Scott Eickhoff v. Farm Bureau General Insurance Co of Mi
330671
| Mich. Ct. App. | Apr 18, 2017Background
- Plaintiff was injured after being ejected from a bucket attached to a boom permanently mounted on his parked work truck when a cable snapped while he was trimming trees.
- Before the accident plaintiff had parked the truck, set the emergency brake, put it in first gear, and deployed downriggers that slightly lifted the suspension but left the tires on the ground.
- Plaintiff injured both arms and his right hand and sought first-party no-fault (PIP) benefits.
- Defendant insurer denied benefits, arguing the truck was not being used “as a motor vehicle” at the time of injury and thus coverage under MCL 500.3105(1) and the parked-vehicle rules of MCL 500.3106(1) did not apply.
- The trial court granted defendant’s MCR 2.116(C)(10) summary-disposition motion, citing factual similarity to Minch (an unpublished Court of Appeals decision).
- On appeal the Court of Appeals affirmed, concluding plaintiff’s truck was being used as a foundation for tree‑trimming equipment rather than for its transportational function, so no coverage was triggered.
Issues
| Issue | Plaintiff's Argument | Defendant's Argument | Held |
|---|---|---|---|
| Whether plaintiff’s injury arose out of the use of a parked motor vehicle "as a motor vehicle" for transportational purposes under MCL 500.3105(1) (and thus whether an exception in MCL 500.3106(1) can provide coverage). | Eickhoff: the injury involved direct contact with equipment permanently mounted on the vehicle, so MCL 500.3106(1)(b) applies and PIP benefits are available. | Farm Bureau: the truck was being used as a stationary foundation for tree‑trimming equipment, not for its transportational function, so McKenzie’s “transportational function” test bars coverage. | Court affirmed summary disposition for defendant: the truck lacked the requisite transportational use at the time of injury; coverage under MCL 500.3105(1) therefore not triggered. |
Key Cases Cited
- McKenzie v. Auto Club Ins. Ass'n, 458 Mich 214 (Legislature intended coverage only when vehicle use is closely related to transportational function)

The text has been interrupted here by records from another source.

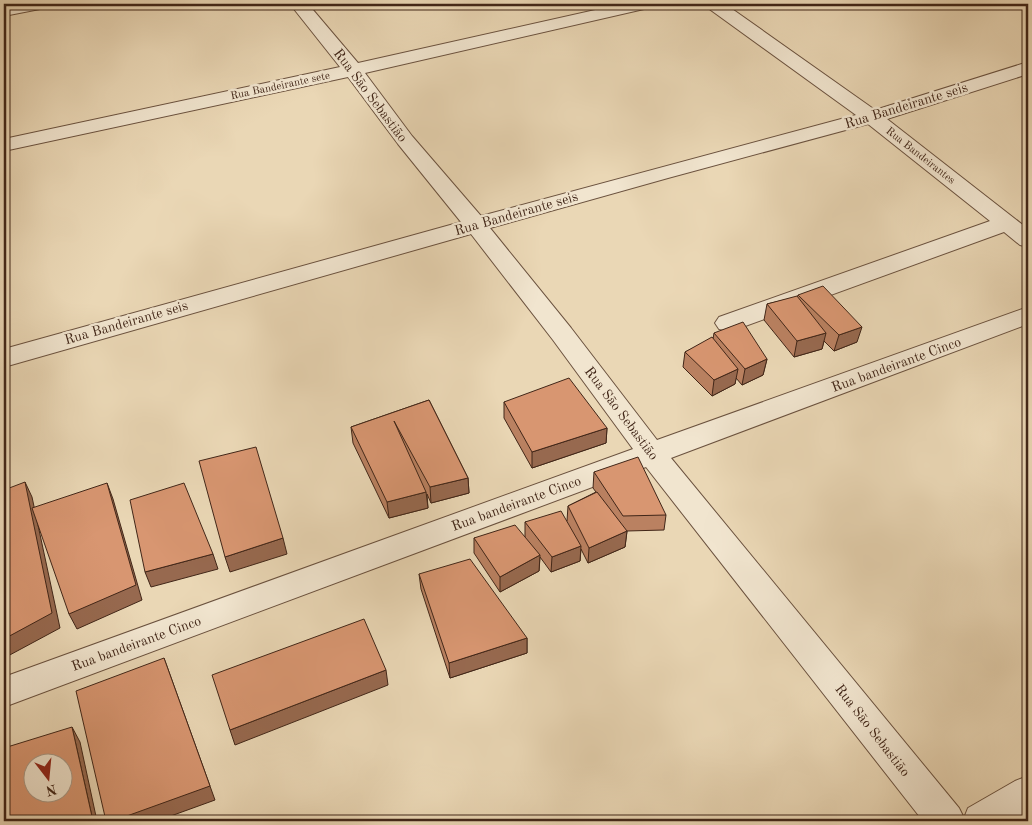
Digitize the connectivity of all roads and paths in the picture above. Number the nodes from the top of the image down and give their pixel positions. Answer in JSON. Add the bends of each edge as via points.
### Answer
{"nodes":[{"id":1,"x":39,"y":4,"type":"edge"},
{"id":2,"x":299,"y":4,"type":"edge"},
{"id":3,"x":644,"y":4,"type":"edge"},
{"id":4,"x":714,"y":4,"type":"edge"},
{"id":5,"x":4,"y":10,"type":"edge"},
{"id":6,"x":1028,"y":68,"type":"edge"},
{"id":7,"x":353,"y":70,"type":"junction"},
{"id":8,"x":872,"y":117,"type":"junction"},
{"id":9,"x":4,"y":145,"type":"edge"},
{"id":10,"x":475,"y":224,"type":"junction"},
{"id":11,"x":1005,"y":224,"type":"junction"},
{"id":12,"x":1028,"y":240,"type":"edge"},
{"id":13,"x":1028,"y":314,"type":"edge"},
{"id":14,"x":728,"y":324,"type":"dead end"},
{"id":15,"x":4,"y":358,"type":"edge"},
{"id":16,"x":651,"y":453,"type":"junction"},
{"id":17,"x":4,"y":692,"type":"edge"},
{"id":18,"x":1028,"y":793,"type":"edge"},
{"id":19,"x":946,"y":821,"type":"edge"},
{"id":20,"x":982,"y":821,"type":"edge"}],
"edges":[{"from":1,"to":5,"type":"street"},
{"from":2,"to":7,"type":"street","name":"Rua São Sebastião"},
{"from":3,"to":7,"type":"street","name":"Rua Bandeirante sete"},
{"from":4,"to":8,"type":"street","name":"Rua Bandeirantes"},
{"from":6,"to":8,"type":"street","name":"Rua Bandeirante seis"},
{"from":7,"to":9,"type":"street","name":"Rua Bandeirante sete"},
{"from":7,"to":10,"type":"street","name":"Rua São Sebastião","via":[[404,140]]},
{"from":8,"to":10,"type":"street","name":"Rua Bandeirante seis"},
{"from":8,"to":11,"type":"street","name":"Rua Bandeirantes"},
{"from":10,"to":15,"type":"street","name":"Rua Bandeirante seis"},
{"from":10,"to":16,"type":"street","name":"Rua São Sebastião"},
{"from":11,"to":12,"type":"street","name":"Rua Bandeirantes"},
{"from":11,"to":14,"type":"street"},
{"from":13,"to":16,"type":"street","name":"Rua bandeirante Cinco"},
{"from":16,"to":17,"type":"street","name":"Rua bandeirante Cinco"},
{"from":16,"to":19,"type":"street","name":"Rua São Sebastião"},
{"from":18,"to":20,"type":"street"}]}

- Drake v. Citizens Ins. Co. of Am., 270 Mich App 22 (equipment use may be related to transportational function when vehicle is immediately drivable and unloading is part of delivery)
- Miller v. Auto-Owners Ins. Co., 411 Mich 633 (injuries involving parked vehicles do not normally involve the vehicle as a motor vehicle)
- Rice v. Auto Club Ins. Ass'n, 252 Mich App 25 (parked vehicle’s transportational function can be unrelated to the accident)
- Putkamer v. Transamerica Ins. Corp. of Am., 454 Mich 626 (whether injury arises out of vehicle use is a legal question when facts are undisputed)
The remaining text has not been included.